Whenever the word "Souza" appears in a line of the listing, copy that line.

--

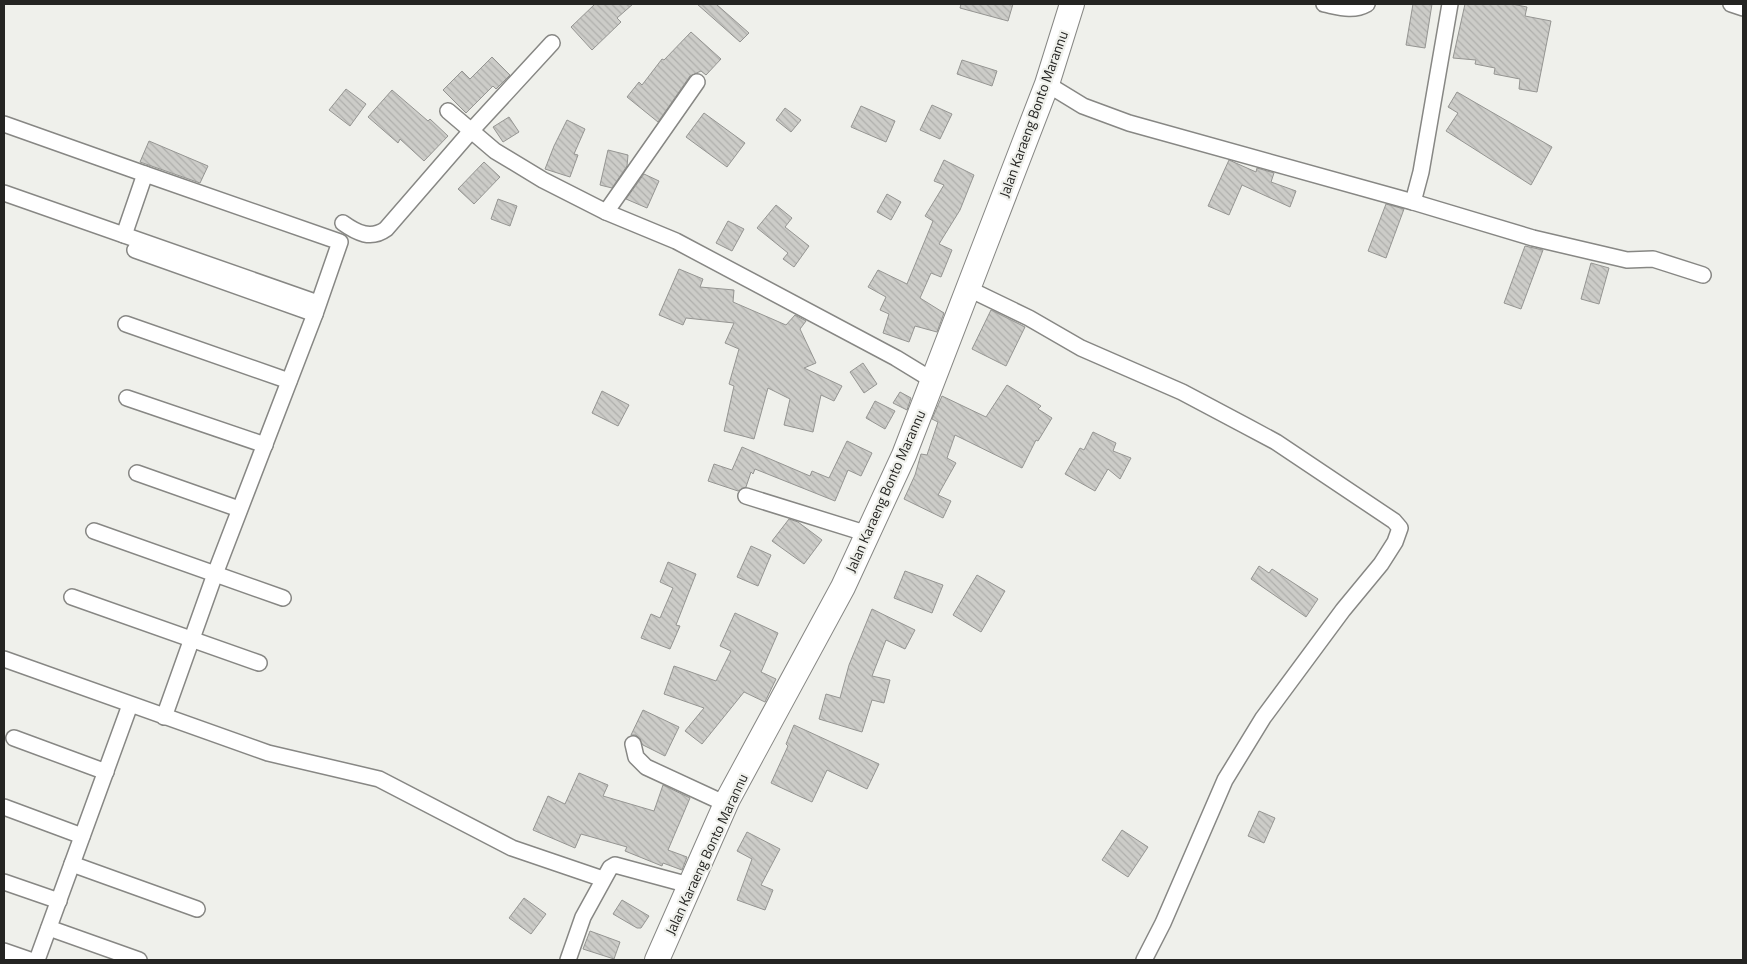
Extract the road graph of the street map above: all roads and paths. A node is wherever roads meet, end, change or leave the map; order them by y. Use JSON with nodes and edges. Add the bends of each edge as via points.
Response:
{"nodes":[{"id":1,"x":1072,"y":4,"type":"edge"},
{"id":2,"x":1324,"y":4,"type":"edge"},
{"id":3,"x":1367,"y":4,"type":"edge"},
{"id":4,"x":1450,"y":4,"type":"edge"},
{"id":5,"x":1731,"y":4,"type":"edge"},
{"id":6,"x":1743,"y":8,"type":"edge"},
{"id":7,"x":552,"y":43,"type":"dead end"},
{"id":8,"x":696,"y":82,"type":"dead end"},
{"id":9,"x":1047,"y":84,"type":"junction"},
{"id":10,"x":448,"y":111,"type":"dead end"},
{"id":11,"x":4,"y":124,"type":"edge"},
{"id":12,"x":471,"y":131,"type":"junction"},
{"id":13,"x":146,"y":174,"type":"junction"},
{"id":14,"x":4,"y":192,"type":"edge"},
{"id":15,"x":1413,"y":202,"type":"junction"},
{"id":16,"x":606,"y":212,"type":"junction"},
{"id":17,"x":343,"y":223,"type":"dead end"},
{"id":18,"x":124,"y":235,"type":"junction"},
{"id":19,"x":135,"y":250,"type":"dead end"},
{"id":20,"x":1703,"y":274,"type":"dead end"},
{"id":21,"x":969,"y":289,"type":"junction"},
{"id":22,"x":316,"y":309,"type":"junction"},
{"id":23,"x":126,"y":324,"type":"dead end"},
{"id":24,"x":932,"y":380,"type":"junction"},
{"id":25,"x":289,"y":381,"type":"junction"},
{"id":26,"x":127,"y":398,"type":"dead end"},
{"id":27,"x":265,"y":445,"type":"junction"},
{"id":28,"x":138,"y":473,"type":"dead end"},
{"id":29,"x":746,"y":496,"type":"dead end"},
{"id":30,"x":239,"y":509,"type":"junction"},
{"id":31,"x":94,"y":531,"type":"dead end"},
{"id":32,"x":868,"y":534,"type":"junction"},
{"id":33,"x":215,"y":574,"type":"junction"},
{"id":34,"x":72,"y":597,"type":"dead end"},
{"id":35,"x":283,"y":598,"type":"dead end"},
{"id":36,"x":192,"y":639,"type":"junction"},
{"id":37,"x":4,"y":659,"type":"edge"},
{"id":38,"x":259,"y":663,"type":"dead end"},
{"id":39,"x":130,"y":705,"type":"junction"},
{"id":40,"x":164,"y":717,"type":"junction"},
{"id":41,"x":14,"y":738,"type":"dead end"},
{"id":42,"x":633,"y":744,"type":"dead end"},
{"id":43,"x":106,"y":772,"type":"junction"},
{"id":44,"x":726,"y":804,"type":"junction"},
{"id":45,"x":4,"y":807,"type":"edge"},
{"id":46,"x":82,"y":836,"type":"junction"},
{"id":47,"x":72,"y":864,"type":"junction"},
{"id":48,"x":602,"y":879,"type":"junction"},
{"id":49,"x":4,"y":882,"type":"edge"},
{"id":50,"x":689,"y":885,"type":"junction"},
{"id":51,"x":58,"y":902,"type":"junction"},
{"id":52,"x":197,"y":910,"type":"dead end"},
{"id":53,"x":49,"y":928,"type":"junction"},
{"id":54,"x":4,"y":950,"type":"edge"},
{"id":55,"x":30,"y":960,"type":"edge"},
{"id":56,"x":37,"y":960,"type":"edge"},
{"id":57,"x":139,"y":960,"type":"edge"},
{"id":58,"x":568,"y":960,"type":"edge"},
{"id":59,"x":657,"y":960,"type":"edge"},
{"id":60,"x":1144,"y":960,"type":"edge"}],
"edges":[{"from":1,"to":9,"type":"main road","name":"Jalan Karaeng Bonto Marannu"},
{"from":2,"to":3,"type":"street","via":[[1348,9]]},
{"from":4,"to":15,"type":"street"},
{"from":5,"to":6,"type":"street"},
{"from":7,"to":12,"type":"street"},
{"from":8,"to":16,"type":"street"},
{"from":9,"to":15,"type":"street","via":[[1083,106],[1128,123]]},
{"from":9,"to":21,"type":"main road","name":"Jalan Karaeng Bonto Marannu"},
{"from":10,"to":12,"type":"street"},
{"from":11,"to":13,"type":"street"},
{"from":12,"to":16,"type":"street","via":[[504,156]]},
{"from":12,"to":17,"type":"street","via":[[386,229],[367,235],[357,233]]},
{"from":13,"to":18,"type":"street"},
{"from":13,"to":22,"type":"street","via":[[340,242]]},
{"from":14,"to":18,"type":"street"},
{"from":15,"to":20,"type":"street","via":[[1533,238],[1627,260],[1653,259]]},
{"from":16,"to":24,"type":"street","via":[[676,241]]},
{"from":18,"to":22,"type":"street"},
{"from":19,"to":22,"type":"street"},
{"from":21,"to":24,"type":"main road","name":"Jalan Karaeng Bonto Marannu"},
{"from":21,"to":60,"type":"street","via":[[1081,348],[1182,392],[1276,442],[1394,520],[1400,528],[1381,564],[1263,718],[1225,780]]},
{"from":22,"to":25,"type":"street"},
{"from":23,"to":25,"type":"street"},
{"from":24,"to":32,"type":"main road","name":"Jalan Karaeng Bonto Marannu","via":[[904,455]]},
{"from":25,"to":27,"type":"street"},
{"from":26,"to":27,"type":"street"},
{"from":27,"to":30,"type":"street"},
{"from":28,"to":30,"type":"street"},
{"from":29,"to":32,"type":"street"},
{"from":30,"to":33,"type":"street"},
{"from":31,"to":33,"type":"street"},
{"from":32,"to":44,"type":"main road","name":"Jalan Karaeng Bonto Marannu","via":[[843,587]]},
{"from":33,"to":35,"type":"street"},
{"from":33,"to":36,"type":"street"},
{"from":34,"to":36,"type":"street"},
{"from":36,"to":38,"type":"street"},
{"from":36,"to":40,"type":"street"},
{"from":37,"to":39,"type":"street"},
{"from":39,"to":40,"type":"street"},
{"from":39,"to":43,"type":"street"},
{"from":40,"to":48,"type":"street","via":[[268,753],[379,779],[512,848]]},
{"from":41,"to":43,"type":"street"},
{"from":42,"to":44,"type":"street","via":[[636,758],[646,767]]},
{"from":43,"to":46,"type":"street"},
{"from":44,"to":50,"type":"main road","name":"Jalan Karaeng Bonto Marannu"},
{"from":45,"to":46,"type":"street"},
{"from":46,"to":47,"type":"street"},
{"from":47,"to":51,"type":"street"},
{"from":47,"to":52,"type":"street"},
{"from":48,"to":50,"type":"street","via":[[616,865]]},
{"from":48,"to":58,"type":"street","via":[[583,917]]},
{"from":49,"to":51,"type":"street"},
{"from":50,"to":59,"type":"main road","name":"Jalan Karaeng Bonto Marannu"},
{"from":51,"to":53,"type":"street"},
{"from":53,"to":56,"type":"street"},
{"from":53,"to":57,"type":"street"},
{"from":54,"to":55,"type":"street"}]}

--

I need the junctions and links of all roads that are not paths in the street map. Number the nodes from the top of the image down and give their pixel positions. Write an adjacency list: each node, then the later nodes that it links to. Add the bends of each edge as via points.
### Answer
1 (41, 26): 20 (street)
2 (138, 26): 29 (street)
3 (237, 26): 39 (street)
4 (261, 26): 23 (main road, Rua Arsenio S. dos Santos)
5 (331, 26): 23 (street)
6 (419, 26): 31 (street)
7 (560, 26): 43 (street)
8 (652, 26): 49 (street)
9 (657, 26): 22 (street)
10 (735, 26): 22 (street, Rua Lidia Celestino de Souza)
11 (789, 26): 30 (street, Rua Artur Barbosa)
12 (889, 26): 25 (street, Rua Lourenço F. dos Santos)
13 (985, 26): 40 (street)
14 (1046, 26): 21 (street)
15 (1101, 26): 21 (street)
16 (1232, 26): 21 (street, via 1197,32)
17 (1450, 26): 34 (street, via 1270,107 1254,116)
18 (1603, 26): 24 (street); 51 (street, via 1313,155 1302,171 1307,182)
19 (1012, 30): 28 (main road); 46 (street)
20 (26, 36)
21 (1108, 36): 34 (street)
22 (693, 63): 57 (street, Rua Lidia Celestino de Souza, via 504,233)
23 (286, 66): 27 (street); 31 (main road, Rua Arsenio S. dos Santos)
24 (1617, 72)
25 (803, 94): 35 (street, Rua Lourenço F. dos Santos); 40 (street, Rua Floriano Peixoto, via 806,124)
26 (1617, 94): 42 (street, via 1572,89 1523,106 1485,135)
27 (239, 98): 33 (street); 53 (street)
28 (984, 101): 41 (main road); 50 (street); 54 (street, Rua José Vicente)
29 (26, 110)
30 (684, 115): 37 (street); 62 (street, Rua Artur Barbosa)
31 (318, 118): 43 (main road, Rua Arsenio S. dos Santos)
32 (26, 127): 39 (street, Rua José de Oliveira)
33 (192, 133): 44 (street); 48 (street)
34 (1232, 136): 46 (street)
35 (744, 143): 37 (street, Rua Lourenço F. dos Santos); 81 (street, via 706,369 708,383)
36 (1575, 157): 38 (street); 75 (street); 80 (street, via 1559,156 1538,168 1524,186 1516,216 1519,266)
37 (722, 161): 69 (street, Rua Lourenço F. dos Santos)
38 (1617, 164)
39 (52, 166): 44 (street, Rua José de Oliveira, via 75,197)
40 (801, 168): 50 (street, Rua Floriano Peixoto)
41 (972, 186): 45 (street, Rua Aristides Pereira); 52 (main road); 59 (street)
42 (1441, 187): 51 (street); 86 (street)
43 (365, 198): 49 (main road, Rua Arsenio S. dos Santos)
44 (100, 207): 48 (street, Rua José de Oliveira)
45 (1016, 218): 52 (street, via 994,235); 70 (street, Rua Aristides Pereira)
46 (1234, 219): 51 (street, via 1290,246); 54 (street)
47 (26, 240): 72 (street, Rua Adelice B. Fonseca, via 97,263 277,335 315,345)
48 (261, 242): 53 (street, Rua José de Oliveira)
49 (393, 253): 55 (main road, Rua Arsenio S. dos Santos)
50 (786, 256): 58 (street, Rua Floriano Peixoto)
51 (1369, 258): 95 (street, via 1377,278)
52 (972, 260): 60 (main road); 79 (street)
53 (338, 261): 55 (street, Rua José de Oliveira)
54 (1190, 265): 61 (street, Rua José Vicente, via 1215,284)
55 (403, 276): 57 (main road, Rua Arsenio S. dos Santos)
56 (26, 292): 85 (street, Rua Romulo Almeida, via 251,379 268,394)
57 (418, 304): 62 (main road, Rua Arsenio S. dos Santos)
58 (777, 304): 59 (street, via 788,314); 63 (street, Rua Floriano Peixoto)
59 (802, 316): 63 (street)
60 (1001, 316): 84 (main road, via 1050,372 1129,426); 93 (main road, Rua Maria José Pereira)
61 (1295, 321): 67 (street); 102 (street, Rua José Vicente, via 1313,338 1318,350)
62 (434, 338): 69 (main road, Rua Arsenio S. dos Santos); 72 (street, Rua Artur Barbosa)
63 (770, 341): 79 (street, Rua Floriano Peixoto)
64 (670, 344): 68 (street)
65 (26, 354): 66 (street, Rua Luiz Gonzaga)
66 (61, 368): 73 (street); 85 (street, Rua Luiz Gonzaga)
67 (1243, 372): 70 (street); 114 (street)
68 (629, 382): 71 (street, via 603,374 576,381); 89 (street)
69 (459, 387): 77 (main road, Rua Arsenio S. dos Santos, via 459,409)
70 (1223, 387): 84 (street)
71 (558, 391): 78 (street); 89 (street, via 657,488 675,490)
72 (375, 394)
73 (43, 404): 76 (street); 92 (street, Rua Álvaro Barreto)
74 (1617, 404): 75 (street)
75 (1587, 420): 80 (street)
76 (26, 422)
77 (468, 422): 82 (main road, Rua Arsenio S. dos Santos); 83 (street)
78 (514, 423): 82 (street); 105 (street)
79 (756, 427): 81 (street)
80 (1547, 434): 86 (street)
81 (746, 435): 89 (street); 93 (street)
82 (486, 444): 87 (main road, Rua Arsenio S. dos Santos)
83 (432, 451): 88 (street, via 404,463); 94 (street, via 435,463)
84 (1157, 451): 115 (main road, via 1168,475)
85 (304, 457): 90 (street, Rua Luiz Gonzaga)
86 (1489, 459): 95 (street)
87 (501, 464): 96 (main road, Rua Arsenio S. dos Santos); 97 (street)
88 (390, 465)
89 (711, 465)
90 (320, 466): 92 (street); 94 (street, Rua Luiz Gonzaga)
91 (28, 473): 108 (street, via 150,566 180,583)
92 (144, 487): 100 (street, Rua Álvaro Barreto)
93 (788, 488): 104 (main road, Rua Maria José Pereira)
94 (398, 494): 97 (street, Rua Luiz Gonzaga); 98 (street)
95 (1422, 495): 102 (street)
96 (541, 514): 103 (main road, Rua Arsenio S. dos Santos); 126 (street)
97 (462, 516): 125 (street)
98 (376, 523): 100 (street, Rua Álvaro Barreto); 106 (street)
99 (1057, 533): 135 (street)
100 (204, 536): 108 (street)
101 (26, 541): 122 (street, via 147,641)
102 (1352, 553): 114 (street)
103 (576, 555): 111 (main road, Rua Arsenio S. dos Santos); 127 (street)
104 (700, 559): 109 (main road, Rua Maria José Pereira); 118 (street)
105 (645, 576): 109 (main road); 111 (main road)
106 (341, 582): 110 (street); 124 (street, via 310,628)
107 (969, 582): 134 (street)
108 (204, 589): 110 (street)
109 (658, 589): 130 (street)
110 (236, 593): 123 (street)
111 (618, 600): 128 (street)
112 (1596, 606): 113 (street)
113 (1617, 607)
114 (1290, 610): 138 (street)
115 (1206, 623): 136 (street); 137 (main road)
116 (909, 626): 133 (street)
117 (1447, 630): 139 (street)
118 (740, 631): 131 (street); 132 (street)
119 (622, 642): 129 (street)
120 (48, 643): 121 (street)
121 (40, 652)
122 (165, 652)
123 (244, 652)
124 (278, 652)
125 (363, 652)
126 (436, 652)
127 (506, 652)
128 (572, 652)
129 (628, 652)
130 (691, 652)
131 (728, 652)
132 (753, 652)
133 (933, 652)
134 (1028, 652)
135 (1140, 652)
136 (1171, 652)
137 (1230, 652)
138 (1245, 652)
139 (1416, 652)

--

**Response below**
10 (735, 26): 22 (street, Rua Lidia Celestino de Souza)
22 (693, 63): 57 (street, Rua Lidia Celestino de Souza, via 504,233)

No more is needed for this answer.